• [WHAT IS EXPECTED]: Every line of the data must be set down exactly as shown.

• [RECORDS PROVIDED]:
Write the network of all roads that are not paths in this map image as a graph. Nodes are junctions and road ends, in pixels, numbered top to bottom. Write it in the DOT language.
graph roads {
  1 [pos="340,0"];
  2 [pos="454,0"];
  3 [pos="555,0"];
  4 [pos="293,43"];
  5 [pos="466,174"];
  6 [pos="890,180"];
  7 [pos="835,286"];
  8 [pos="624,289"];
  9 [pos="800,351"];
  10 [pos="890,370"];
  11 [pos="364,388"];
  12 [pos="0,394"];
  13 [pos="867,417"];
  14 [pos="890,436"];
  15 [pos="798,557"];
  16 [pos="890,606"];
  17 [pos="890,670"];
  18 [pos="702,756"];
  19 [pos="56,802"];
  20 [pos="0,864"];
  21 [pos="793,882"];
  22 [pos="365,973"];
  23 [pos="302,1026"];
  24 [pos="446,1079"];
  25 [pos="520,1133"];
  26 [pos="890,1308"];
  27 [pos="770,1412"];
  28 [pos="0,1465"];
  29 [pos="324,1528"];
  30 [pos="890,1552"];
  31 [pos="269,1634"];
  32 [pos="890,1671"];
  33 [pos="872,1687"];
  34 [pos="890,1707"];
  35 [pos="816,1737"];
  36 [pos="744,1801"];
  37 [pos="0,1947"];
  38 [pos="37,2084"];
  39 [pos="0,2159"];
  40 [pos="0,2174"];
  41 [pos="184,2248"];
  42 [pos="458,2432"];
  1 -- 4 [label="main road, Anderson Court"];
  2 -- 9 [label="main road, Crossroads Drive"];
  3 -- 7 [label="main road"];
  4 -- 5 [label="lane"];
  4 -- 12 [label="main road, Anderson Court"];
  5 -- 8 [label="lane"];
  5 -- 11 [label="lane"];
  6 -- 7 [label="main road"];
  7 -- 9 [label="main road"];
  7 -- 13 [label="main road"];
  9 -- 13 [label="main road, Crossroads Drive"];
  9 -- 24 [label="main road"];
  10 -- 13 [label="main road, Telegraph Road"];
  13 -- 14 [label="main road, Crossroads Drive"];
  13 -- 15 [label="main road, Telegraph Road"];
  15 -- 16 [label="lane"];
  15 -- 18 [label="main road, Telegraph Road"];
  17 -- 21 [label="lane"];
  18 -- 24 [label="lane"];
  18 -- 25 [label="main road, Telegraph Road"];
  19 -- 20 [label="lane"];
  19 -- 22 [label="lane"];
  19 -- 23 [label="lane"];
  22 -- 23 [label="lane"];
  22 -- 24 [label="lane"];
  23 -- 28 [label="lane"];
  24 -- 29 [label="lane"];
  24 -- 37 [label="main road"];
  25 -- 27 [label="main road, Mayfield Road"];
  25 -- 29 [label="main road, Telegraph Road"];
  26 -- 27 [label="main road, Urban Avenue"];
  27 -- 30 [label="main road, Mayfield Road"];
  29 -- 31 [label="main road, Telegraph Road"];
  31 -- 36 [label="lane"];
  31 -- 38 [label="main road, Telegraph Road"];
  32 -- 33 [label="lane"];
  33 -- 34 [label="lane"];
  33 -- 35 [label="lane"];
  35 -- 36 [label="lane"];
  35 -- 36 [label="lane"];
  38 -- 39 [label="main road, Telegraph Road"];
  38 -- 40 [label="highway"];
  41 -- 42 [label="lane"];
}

• [RESPONSE TO THE TASK]:
Write the network of all roads that are not paths in this map image as a graph. Nodes are junctions and road ends, in pixels, numbered top to bottom. Write it in the DOT language.
graph roads {
  1 [pos="340,0"];
  2 [pos="454,0"];
  3 [pos="555,0"];
  4 [pos="293,43"];
  5 [pos="466,174"];
  6 [pos="890,180"];
  7 [pos="835,286"];
  8 [pos="624,289"];
  9 [pos="800,351"];
  10 [pos="890,370"];
  11 [pos="364,388"];
  12 [pos="0,394"];
  13 [pos="867,417"];
  14 [pos="890,436"];
  15 [pos="798,557"];
  16 [pos="890,606"];
  17 [pos="890,670"];
  18 [pos="702,756"];
  19 [pos="56,802"];
  20 [pos="0,864"];
  21 [pos="793,882"];
  22 [pos="365,973"];
  23 [pos="302,1026"];
  24 [pos="446,1079"];
  25 [pos="520,1133"];
  26 [pos="890,1308"];
  27 [pos="770,1412"];
  28 [pos="0,1465"];
  29 [pos="324,1528"];
  30 [pos="890,1552"];
  31 [pos="269,1634"];
  32 [pos="890,1671"];
  33 [pos="872,1687"];
  34 [pos="890,1707"];
  35 [pos="816,1737"];
  36 [pos="744,1801"];
  37 [pos="0,1947"];
  38 [pos="37,2084"];
  39 [pos="0,2159"];
  40 [pos="0,2174"];
  41 [pos="184,2248"];
  42 [pos="458,2432"];
  1 -- 4 [label="main road, Anderson Court"];
  2 -- 9 [label="main road, Crossroads Drive"];
  3 -- 7 [label="main road"];
  4 -- 5 [label="lane"];
  4 -- 12 [label="main road, Anderson Court"];
  5 -- 8 [label="lane"];
  5 -- 11 [label="lane"];
  6 -- 7 [label="main road"];
  7 -- 9 [label="main road"];
  7 -- 13 [label="main road"];
  9 -- 13 [label="main road, Crossroads Drive"];
  9 -- 24 [label="main road"];
  10 -- 13 [label="main road, Telegraph Road"];
  13 -- 14 [label="main road, Crossroads Drive"];
  13 -- 15 [label="main road, Telegraph Road"];
  15 -- 16 [label="lane"];
  15 -- 18 [label="main road, Telegraph Road"];
  17 -- 21 [label="lane"];
  18 -- 24 [label="lane"];
  18 -- 25 [label="main road, Telegraph Road"];
  19 -- 20 [label="lane"];
  19 -- 22 [label="lane"];
  19 -- 23 [label="lane"];
  22 -- 23 [label="lane"];
  22 -- 24 [label="lane"];
  23 -- 28 [label="lane"];
  24 -- 29 [label="lane"];
  24 -- 37 [label="main road"];
  25 -- 27 [label="main road, Mayfield Road"];
  25 -- 29 [label="main road, Telegraph Road"];
  26 -- 27 [label="main road, Urban Avenue"];
  27 -- 30 [label="main road, Mayfield Road"];
  29 -- 31 [label="main road, Telegraph Road"];
  31 -- 36 [label="lane"];
  31 -- 38 [label="main road, Telegraph Road"];
  32 -- 33 [label="lane"];
  33 -- 34 [label="lane"];
  33 -- 35 [label="lane"];
  35 -- 36 [label="lane"];
  35 -- 36 [label="lane"];
  38 -- 39 [label="main road, Telegraph Road"];
  38 -- 40 [label="highway"];
  41 -- 42 [label="lane"];
}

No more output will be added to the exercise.